*** DATA PROVIDED Section Begins ***
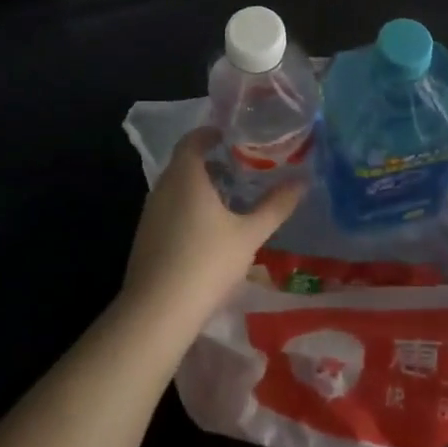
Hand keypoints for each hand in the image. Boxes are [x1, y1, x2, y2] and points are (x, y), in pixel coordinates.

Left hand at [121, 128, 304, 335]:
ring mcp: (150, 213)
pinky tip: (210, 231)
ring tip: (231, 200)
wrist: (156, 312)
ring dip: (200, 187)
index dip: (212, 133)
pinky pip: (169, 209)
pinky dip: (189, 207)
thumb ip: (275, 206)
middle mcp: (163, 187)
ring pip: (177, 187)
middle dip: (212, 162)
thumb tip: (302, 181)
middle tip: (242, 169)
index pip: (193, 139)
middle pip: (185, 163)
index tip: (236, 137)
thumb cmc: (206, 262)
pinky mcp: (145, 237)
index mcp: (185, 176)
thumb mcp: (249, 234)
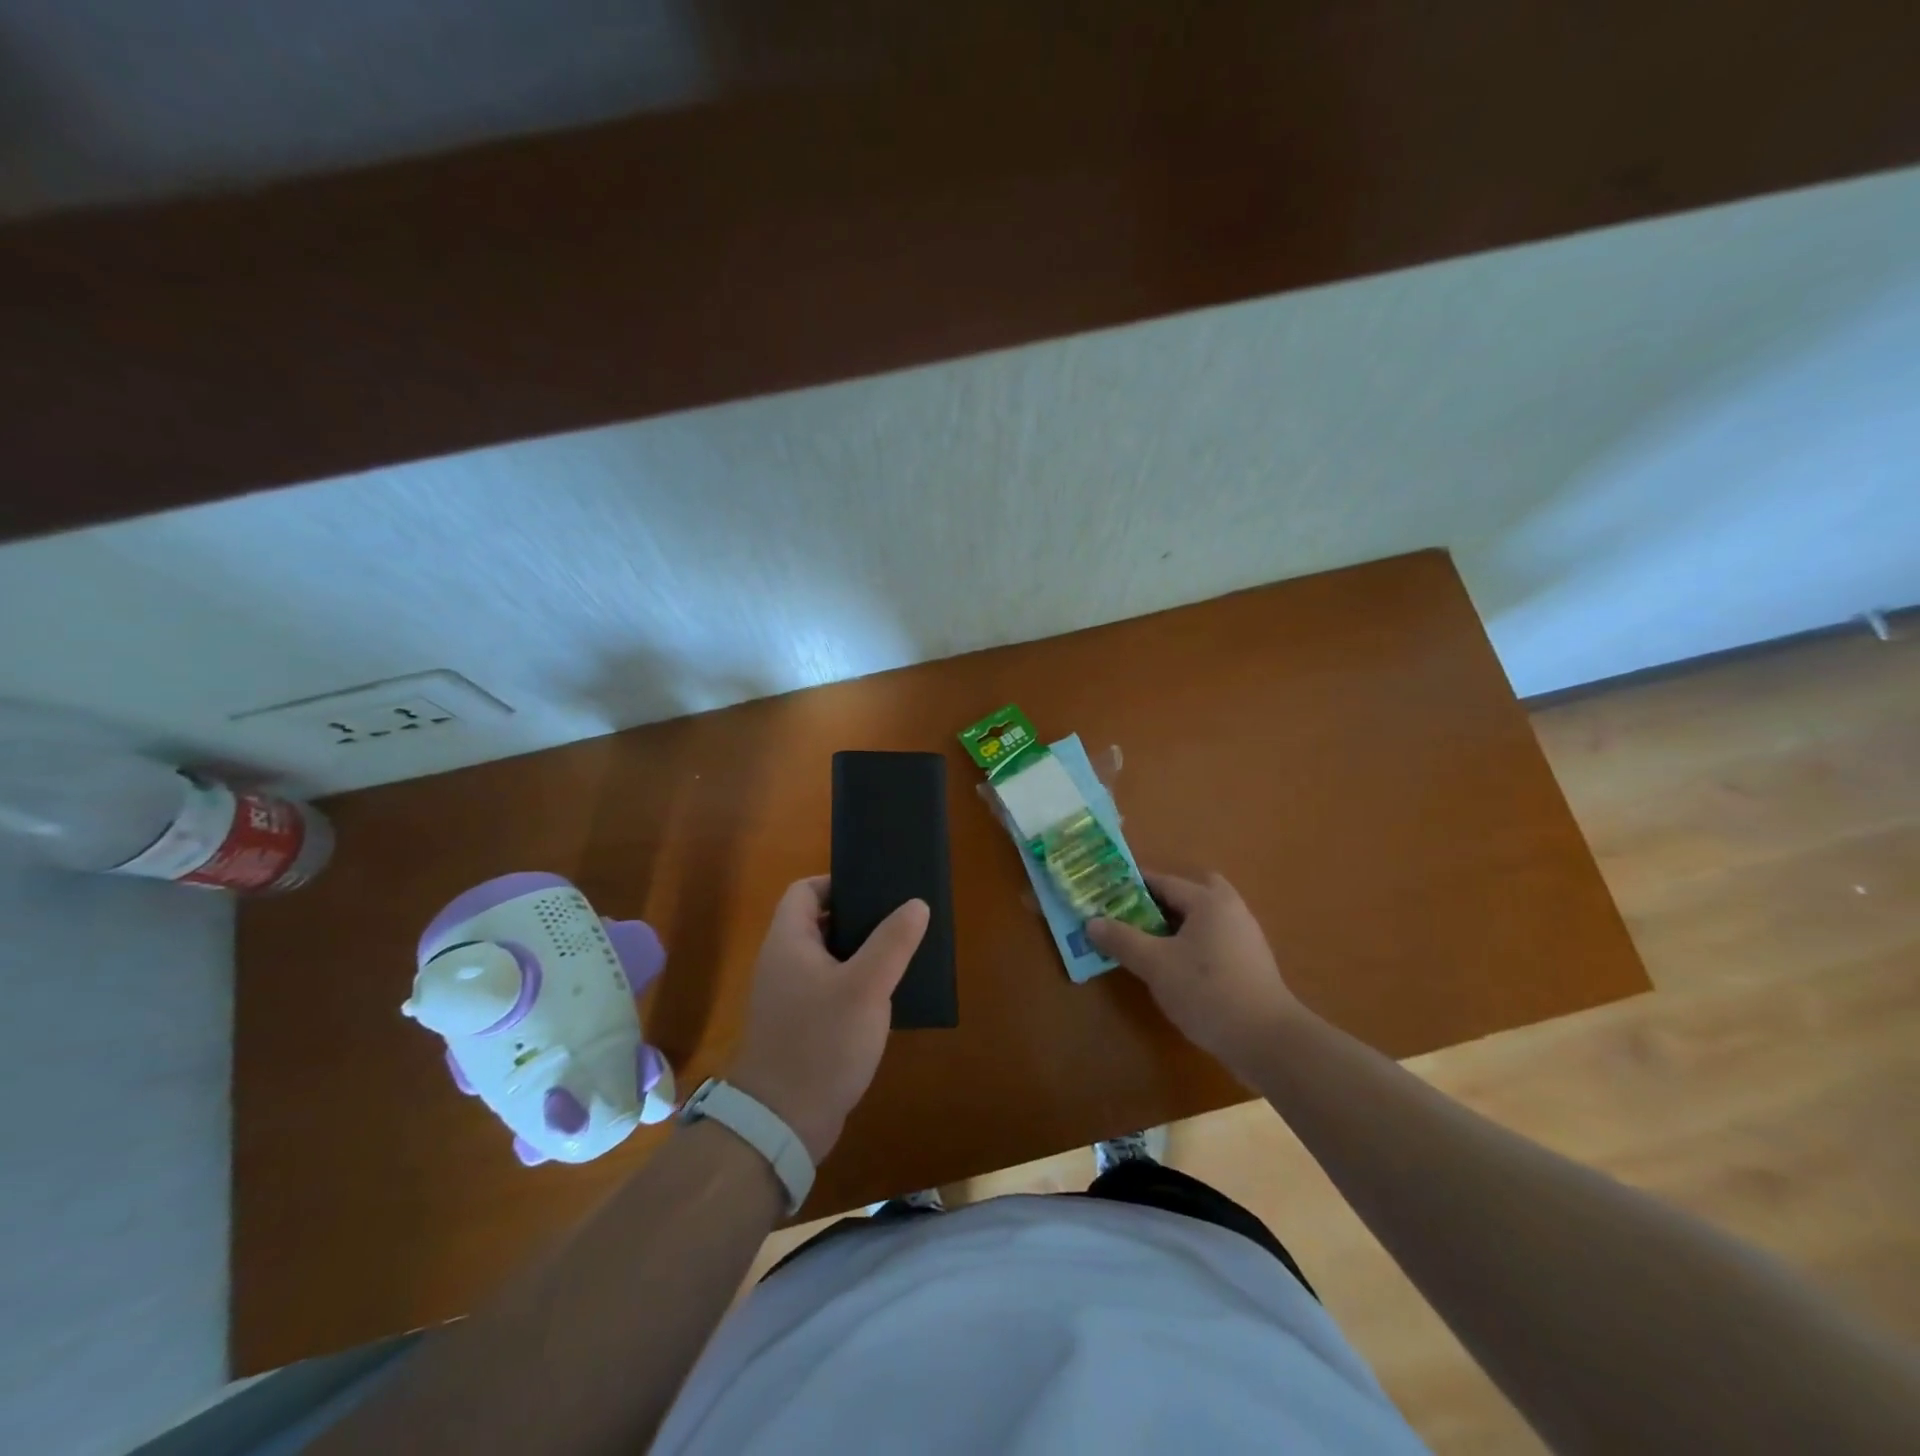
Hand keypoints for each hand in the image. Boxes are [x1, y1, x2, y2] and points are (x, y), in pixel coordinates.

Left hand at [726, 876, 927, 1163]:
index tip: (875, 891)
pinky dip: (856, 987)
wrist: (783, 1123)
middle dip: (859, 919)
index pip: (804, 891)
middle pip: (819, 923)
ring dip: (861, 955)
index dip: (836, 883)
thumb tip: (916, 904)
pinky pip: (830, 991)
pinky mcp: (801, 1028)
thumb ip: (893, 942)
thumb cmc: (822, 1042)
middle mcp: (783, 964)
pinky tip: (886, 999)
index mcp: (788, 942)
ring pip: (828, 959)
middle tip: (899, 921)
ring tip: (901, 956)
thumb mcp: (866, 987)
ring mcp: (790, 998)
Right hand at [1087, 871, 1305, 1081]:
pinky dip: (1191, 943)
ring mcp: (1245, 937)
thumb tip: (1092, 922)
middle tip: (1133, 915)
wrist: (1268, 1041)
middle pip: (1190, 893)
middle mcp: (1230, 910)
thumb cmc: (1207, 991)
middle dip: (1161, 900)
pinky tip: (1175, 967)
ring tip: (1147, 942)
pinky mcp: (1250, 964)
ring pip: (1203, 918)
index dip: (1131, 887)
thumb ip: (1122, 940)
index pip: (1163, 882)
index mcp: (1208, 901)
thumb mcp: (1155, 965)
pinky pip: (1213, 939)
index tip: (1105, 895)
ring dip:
*** DATA PROVIDED Section Ends ***
#### WHAT YOU ARE ASKED TO DO:
Repeat the records above exactly, from the first line through the line that contains "index tip: (236, 137)", and leave out the pictures.

#### TASK ANSWER:
Hand keypoints for each hand in the image. Boxes are [x1, y1, x2, y2] and points are (x, y), in pixel coordinates.

Left hand at [121, 128, 304, 335]:
ring mcp: (150, 213)
pinky tip: (210, 231)
ring tip: (231, 200)
wrist: (156, 312)
ring dip: (200, 187)
index dip: (212, 133)
pinky pip: (169, 209)
pinky dip: (189, 207)
thumb ip: (275, 206)
middle mcp: (163, 187)
ring pip: (177, 187)
middle dip: (212, 162)
thumb tip: (302, 181)
middle tip: (242, 169)
index pip: (193, 139)
middle pip: (185, 163)
index tip: (236, 137)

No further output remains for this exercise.